• Your instructions
Exactly as written, set down each line of the data below except its pictures.

───── Materials provided

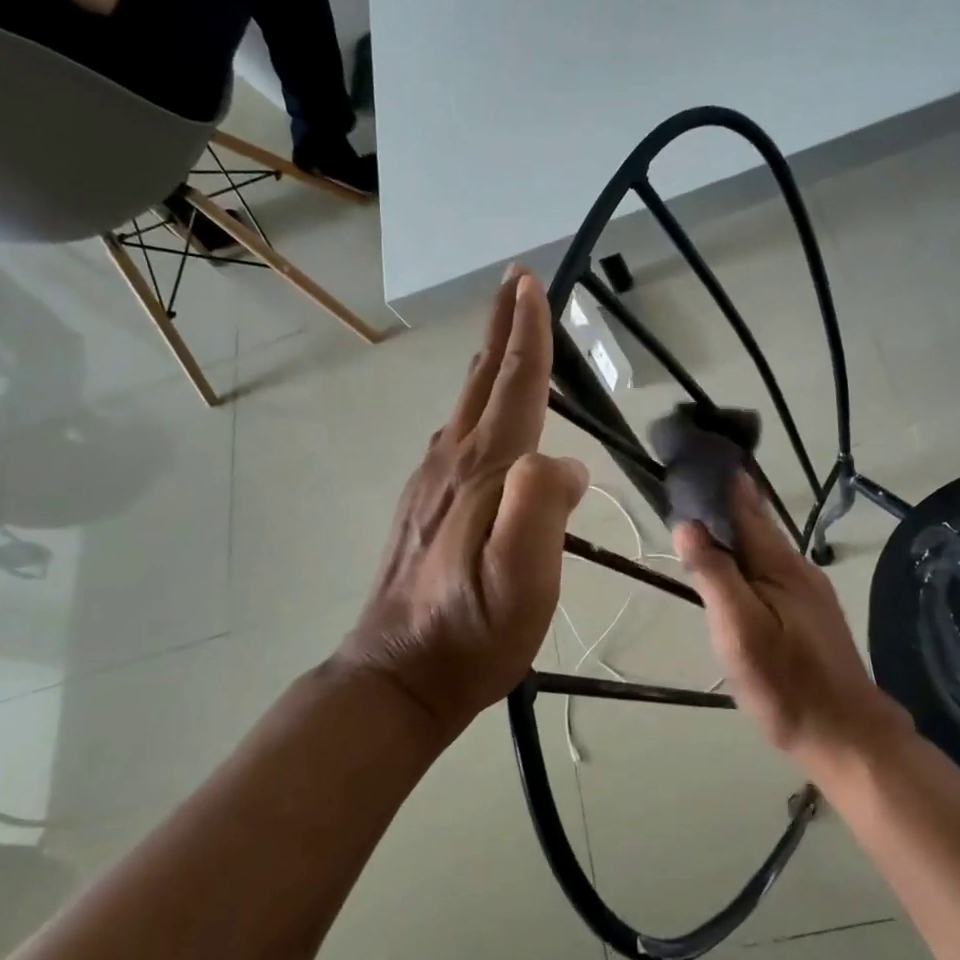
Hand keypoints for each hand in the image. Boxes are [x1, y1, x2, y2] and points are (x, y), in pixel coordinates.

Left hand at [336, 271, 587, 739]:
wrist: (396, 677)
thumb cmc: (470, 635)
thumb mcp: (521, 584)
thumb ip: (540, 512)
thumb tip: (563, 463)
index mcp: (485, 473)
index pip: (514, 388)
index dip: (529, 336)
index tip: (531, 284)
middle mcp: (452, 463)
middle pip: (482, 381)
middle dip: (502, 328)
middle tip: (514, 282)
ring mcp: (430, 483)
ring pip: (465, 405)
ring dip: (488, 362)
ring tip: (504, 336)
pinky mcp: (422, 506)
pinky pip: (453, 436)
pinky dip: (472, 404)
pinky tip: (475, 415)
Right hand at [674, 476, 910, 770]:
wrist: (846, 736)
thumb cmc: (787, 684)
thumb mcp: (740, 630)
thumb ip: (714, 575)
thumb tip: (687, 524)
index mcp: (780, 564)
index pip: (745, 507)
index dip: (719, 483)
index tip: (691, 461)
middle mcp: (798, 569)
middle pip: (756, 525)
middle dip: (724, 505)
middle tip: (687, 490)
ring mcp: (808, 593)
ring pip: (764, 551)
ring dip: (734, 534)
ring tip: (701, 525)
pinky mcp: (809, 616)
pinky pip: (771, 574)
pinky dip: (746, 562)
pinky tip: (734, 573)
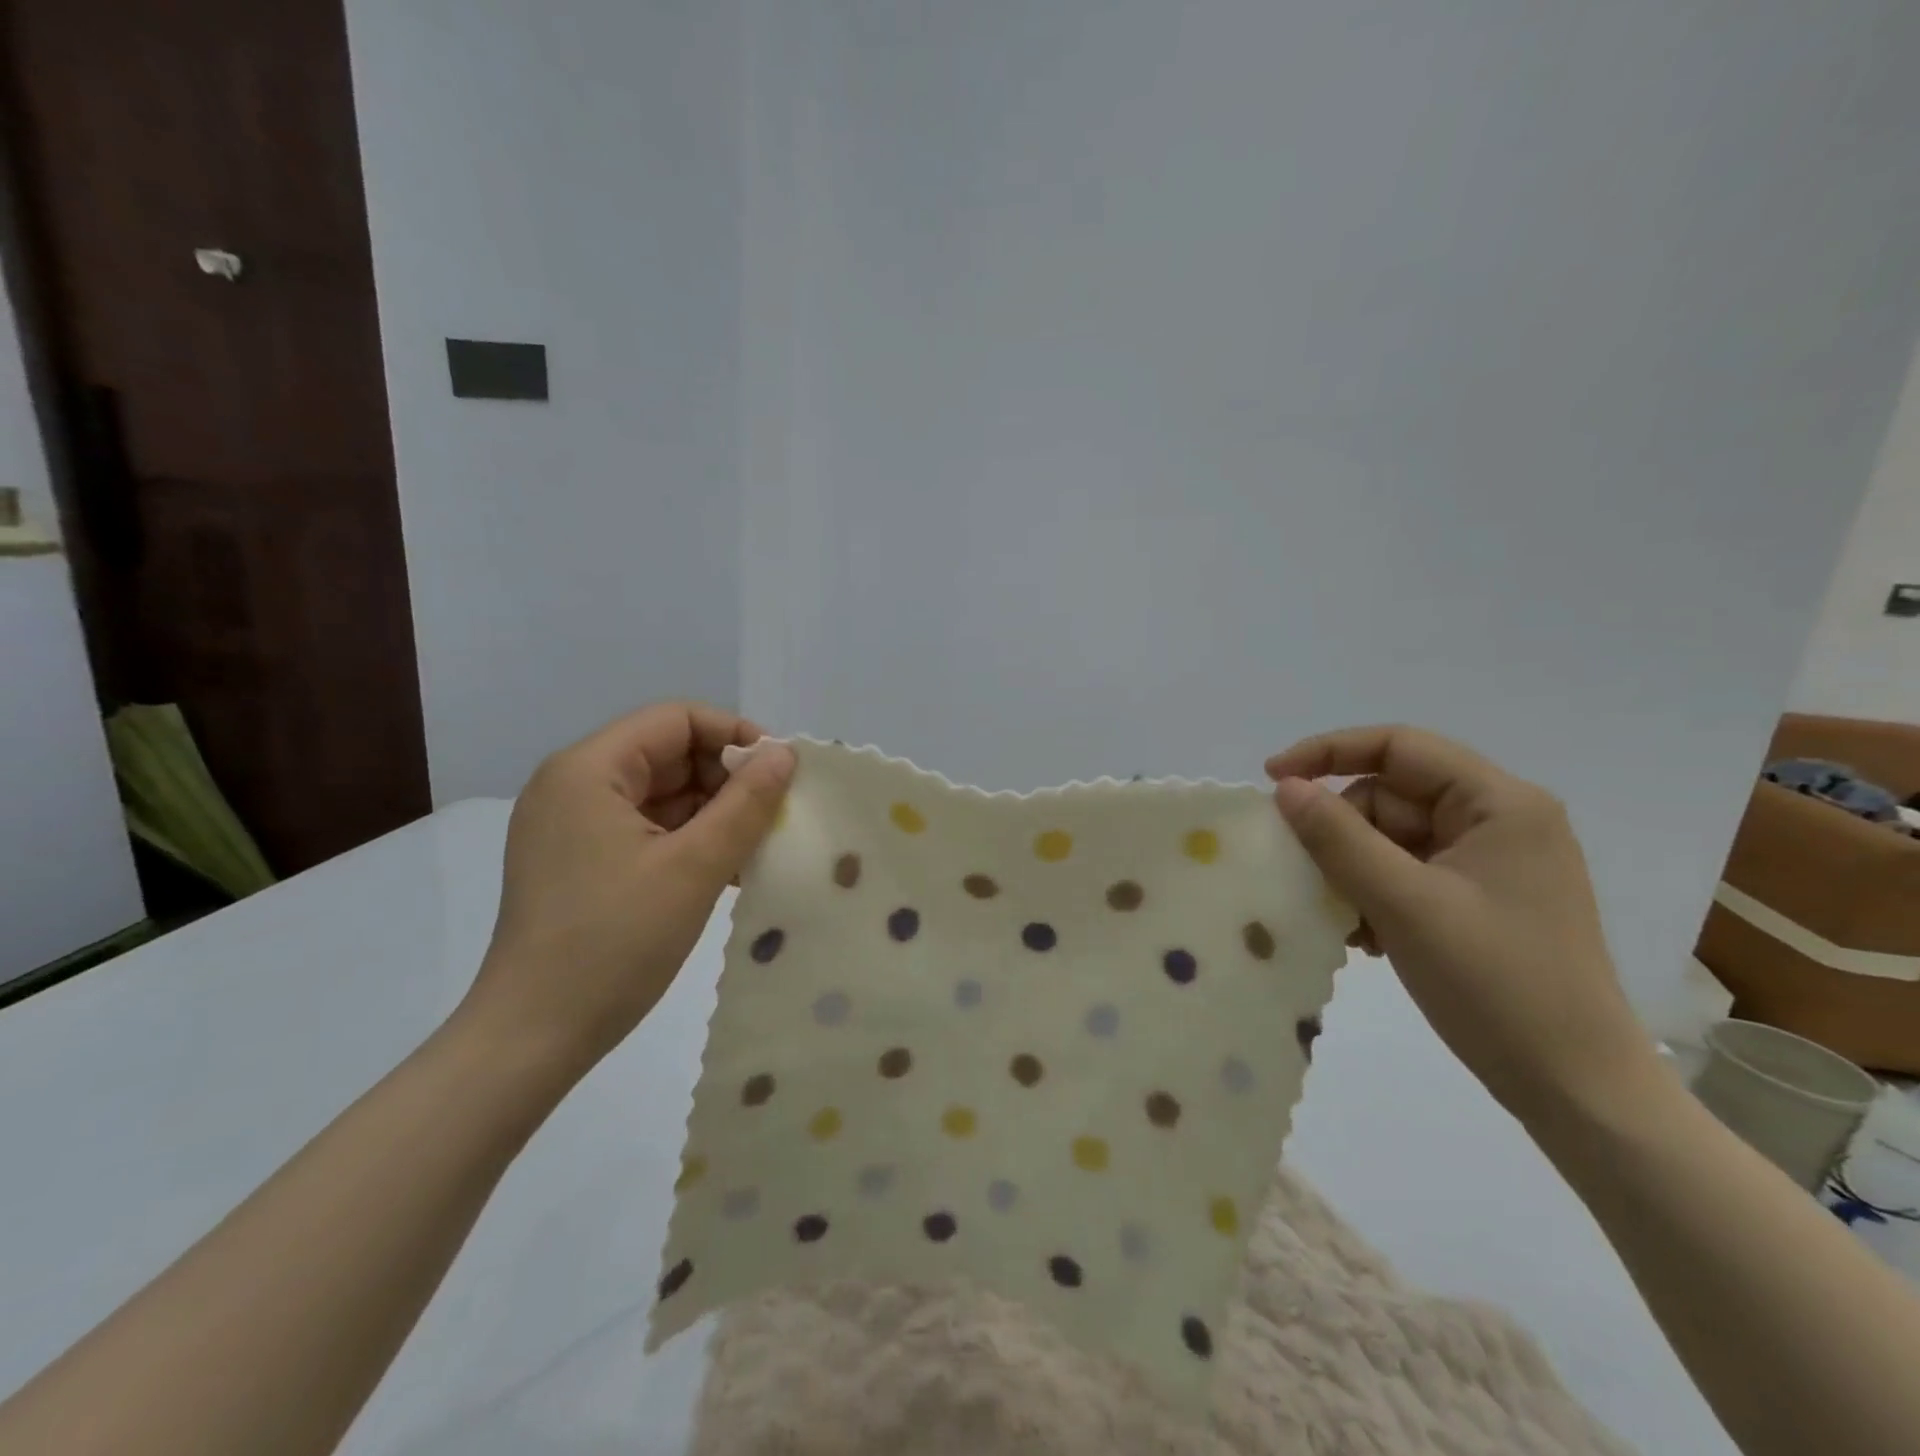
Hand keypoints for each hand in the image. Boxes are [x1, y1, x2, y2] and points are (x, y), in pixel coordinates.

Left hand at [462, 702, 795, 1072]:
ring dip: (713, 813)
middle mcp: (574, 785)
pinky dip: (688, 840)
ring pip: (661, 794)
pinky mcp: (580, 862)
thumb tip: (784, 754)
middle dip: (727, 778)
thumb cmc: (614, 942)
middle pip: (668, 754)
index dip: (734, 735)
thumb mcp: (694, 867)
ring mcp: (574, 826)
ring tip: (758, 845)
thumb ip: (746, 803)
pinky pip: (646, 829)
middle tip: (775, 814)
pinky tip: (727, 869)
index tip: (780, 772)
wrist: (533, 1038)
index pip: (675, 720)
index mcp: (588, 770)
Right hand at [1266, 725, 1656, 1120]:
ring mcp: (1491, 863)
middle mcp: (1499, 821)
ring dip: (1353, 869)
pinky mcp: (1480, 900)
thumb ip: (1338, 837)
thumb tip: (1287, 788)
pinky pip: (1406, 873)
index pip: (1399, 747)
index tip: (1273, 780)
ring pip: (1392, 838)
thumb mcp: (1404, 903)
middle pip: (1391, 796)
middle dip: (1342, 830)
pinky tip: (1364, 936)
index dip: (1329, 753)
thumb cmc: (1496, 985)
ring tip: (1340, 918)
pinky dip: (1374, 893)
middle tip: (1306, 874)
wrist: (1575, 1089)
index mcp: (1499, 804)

──────────

• Answer section
Hand keypoints for each hand in the image. Boxes are [x1, y1, x2, y2] and points are (x, y), in pixel coordinates.

Left hand at [336, 271, 587, 739]:
wrist: (396, 677)
thumb cmc: (470, 635)
thumb mcp: (521, 584)
thumb ip: (540, 512)
thumb tip: (563, 463)
index mcp: (485, 473)
index pip: (514, 388)
index dip: (529, 336)
index tip: (531, 284)
middle mcp: (452, 463)
middle pip: (482, 381)
middle dip: (502, 328)
middle tip: (514, 282)
ring mcp: (430, 483)
ring pip: (465, 405)
ring dip: (488, 362)
ring tip: (504, 336)
pinky mcp: (422, 506)
pinky pip: (453, 436)
pinky dip: (472, 404)
pinky tip: (475, 415)
Right hand at [674, 476, 910, 770]:
wrist: (846, 736)
thumb cmc: (787, 684)
thumb mcp: (740, 630)
thumb ip: (714, 575)
thumb tip: (687, 524)
index mcp: (780, 564)
index pip: (745, 507)
index dip: (719, 483)
index tip: (691, 461)
middle mcp: (798, 569)
middle pip: (756, 525)
middle dip: (724, 505)
middle tip: (687, 490)
ring mcp: (808, 593)
ring pip: (764, 551)
ring dip: (734, 534)
ring tip: (701, 525)
pinky mcp: (809, 616)
pinky pip: (771, 574)
pinky dip: (746, 562)
pinky tip: (734, 573)
Hand keypoints for each hand in the image. Boxes are [x1, y1, x2, y2] and points are (x, y), in pixel coordinates.

Left hand at [462, 702, 795, 1072]:
ring dip: (713, 813)
middle mcp: (574, 785)
pinky dip: (688, 840)
ring pip: (661, 794)
pinky mcp: (580, 862)
thumb tip: (784, 754)
middle dip: (727, 778)
thumb cmc: (614, 942)
middle pip: (668, 754)
index dip: (734, 735)
thumb mcp: (694, 867)
ring mcp: (574, 826)
ring tip: (758, 845)
thumb ip: (746, 803)
pinky pip: (646, 829)
middle tip: (775, 814)
pinky tip: (727, 869)
index tip: (780, 772)
wrist: (533, 1038)
index pip: (675, 720)
index mcp: (588, 770)
Right hand at [1266, 725, 1656, 1120]:
ring mcp: (1491, 863)
middle mcp: (1499, 821)
ring dip: (1353, 869)
pinky mcp: (1480, 900)
thumb ip: (1338, 837)
thumb tip: (1287, 788)
pinky pip: (1406, 873)
index pip: (1399, 747)
index tip: (1273, 780)
ring pip: (1392, 838)
thumb mcp: (1404, 903)
middle pip: (1391, 796)
middle dip: (1342, 830)
pinky tip: (1364, 936)
index dip: (1329, 753)
thumb cmc: (1496, 985)
ring tip: (1340, 918)
pinky dip: (1374, 893)
middle tip: (1306, 874)
wrist: (1575, 1089)
index mcp: (1499, 804)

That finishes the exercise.